§ THE RECORDS:
###

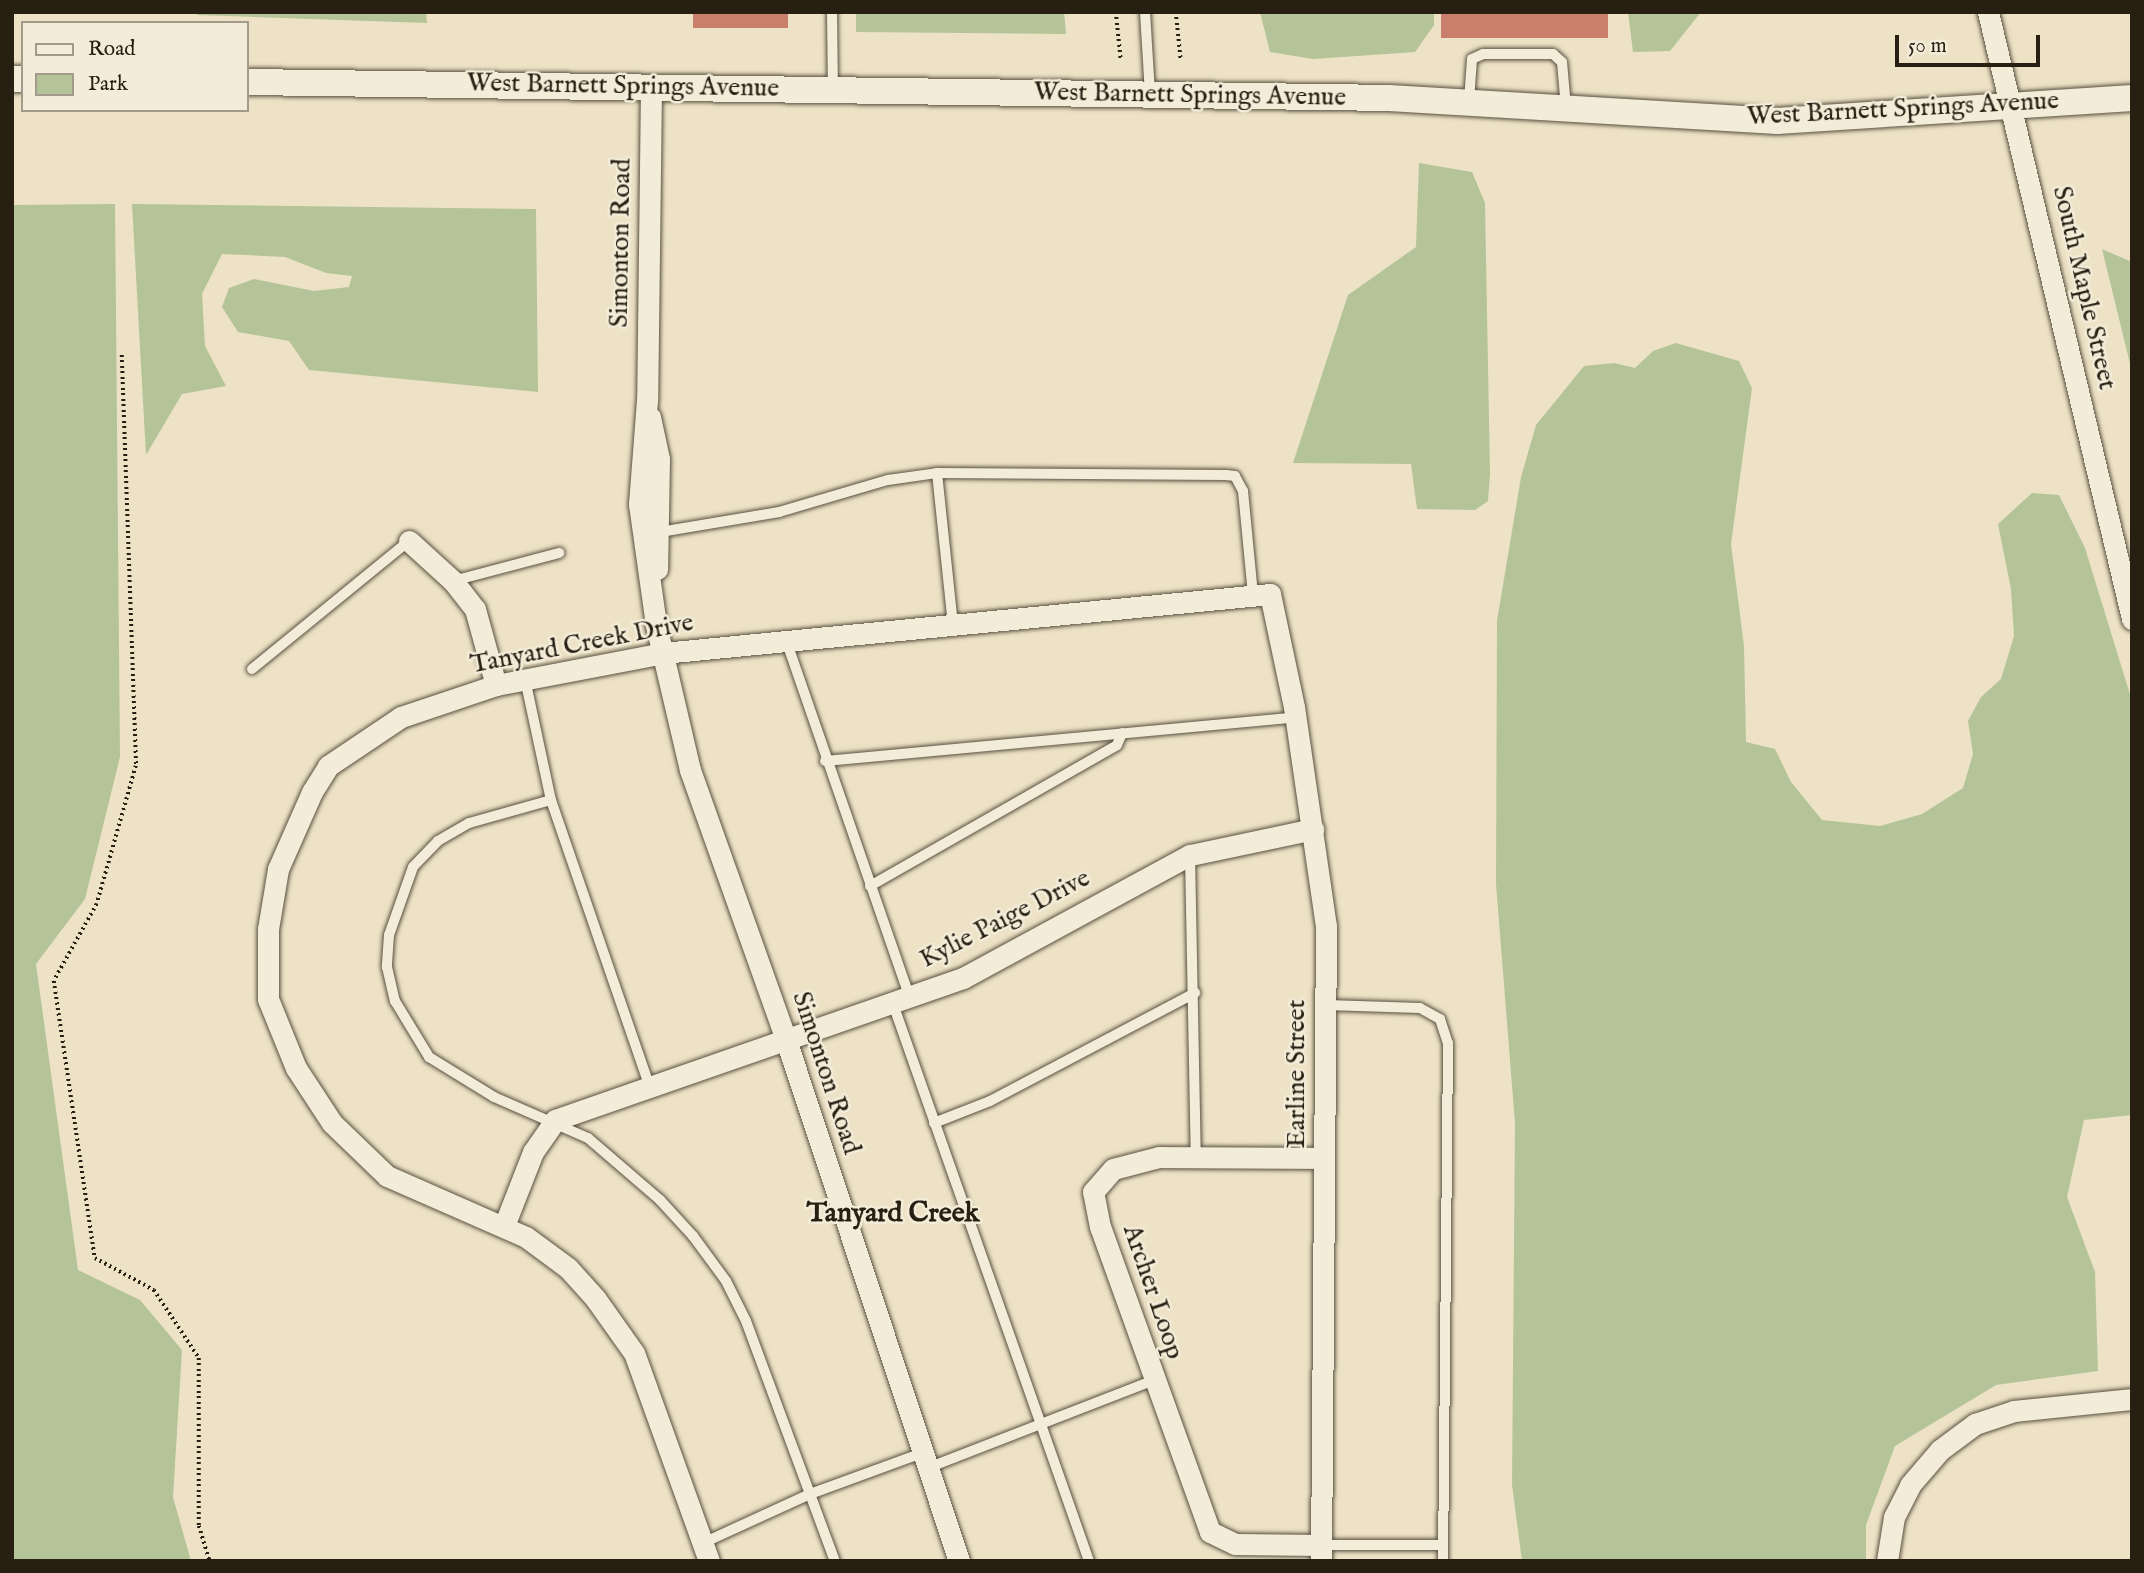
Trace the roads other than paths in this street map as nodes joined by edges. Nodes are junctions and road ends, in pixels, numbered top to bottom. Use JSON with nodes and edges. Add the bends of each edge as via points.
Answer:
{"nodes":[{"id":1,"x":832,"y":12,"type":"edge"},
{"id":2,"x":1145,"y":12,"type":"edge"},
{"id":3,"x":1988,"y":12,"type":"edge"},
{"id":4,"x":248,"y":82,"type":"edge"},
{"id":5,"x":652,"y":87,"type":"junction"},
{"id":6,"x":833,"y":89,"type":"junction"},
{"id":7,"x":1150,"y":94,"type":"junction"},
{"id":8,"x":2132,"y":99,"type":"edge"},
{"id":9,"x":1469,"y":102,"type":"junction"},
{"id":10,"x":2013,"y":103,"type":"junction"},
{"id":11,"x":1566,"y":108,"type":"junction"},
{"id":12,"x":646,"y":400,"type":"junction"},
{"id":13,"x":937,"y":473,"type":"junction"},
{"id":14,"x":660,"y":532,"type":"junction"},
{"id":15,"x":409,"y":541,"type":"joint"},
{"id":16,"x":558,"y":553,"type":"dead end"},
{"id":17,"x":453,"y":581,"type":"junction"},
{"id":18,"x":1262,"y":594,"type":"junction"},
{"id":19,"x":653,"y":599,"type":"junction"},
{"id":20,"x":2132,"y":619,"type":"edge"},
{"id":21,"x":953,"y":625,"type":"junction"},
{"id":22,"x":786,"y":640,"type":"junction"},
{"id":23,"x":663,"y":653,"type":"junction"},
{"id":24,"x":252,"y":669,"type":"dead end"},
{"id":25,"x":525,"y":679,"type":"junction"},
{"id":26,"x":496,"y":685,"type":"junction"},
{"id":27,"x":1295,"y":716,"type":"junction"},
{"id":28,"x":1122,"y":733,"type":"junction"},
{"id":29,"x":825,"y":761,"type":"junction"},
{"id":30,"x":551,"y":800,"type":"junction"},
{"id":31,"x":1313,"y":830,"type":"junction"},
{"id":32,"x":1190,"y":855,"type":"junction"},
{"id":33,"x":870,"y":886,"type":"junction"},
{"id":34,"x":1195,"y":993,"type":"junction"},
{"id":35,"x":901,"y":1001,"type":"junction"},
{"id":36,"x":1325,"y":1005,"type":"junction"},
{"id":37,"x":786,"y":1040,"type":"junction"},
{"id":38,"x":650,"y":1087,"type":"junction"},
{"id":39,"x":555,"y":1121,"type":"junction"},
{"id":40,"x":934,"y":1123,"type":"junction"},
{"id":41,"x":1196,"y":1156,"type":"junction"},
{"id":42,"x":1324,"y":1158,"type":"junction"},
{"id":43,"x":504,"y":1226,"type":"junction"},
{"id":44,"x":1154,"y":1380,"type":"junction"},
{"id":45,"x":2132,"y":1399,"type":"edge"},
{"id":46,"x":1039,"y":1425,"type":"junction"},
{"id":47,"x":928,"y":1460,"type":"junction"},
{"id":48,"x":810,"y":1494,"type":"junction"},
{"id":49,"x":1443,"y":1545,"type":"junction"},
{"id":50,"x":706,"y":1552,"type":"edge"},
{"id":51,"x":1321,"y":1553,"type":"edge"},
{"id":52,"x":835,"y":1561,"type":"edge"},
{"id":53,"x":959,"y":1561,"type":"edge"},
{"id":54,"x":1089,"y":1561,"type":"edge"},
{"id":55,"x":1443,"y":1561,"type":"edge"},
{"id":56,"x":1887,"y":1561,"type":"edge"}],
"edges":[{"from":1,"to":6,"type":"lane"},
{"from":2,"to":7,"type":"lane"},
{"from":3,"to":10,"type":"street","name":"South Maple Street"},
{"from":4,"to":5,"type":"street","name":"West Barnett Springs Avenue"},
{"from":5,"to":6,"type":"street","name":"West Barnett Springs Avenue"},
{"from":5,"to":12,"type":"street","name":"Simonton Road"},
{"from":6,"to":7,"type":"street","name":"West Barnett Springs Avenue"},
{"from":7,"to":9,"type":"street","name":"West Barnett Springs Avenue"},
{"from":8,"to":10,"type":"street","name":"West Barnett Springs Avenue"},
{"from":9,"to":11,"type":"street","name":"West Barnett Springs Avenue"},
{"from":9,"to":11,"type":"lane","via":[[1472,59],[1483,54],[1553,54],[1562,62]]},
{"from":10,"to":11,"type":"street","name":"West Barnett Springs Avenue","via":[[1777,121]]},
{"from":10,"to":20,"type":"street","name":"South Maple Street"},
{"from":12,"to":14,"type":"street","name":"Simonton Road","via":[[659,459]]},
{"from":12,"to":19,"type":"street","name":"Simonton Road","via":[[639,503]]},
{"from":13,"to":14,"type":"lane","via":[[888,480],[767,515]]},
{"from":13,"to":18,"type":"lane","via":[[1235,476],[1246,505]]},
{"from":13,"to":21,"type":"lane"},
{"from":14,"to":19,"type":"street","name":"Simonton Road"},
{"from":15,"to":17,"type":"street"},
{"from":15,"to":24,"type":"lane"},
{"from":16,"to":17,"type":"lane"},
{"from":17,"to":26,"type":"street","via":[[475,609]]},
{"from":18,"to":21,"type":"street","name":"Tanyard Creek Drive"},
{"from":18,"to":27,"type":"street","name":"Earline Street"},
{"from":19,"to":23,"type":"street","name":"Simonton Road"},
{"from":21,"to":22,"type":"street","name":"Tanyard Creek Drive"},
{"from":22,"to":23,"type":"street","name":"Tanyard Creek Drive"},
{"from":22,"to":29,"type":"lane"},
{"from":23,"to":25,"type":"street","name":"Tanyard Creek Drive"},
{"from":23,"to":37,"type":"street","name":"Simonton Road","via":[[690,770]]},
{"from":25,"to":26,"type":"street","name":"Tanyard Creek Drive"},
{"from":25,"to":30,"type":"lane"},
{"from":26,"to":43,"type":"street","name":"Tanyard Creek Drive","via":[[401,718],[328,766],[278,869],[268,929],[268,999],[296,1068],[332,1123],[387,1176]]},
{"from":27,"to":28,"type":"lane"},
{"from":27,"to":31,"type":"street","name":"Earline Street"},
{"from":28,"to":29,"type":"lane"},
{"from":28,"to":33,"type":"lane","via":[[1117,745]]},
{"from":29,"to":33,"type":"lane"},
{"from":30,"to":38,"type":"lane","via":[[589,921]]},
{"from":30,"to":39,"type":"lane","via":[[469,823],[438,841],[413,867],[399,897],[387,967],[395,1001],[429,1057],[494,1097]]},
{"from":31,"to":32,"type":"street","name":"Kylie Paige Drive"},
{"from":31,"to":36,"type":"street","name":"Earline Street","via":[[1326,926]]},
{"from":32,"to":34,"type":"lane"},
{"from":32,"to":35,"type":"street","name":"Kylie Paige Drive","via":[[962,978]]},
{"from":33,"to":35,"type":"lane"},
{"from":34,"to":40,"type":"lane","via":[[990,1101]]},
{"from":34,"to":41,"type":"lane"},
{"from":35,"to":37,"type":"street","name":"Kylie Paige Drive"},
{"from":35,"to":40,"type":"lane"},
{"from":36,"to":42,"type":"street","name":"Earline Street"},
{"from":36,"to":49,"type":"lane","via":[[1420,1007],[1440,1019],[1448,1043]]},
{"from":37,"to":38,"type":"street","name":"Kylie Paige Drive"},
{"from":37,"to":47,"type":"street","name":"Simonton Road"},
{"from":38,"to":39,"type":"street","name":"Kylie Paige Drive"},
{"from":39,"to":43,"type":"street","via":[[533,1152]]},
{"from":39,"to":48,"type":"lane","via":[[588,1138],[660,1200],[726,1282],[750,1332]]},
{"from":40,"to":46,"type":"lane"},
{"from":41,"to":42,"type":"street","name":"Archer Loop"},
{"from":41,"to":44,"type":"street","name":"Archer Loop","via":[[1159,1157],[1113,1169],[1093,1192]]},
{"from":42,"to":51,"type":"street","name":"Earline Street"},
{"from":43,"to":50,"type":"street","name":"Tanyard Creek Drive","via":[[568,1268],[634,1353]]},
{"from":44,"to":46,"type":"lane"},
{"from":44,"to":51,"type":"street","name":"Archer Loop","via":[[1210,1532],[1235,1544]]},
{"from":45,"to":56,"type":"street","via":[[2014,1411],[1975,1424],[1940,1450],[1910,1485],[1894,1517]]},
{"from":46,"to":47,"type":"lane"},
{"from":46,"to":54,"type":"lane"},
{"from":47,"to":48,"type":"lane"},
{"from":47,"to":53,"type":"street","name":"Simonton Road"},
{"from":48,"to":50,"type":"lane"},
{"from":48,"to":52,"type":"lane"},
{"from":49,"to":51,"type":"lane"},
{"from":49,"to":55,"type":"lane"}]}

###

§ EXERCISE DIRECTIONS:
Find each line holding the string "Earline" in the listing above, then copy it.

§ ANSWER FOR THIS EXERCISE:
{"from":18,"to":27,"type":"street","name":"Earline Street"},
{"from":27,"to":31,"type":"street","name":"Earline Street"},
{"from":31,"to":36,"type":"street","name":"Earline Street","via":[[1326,926]]},
{"from":36,"to":42,"type":"street","name":"Earline Street"},
{"from":42,"to":51,"type":"street","name":"Earline Street"},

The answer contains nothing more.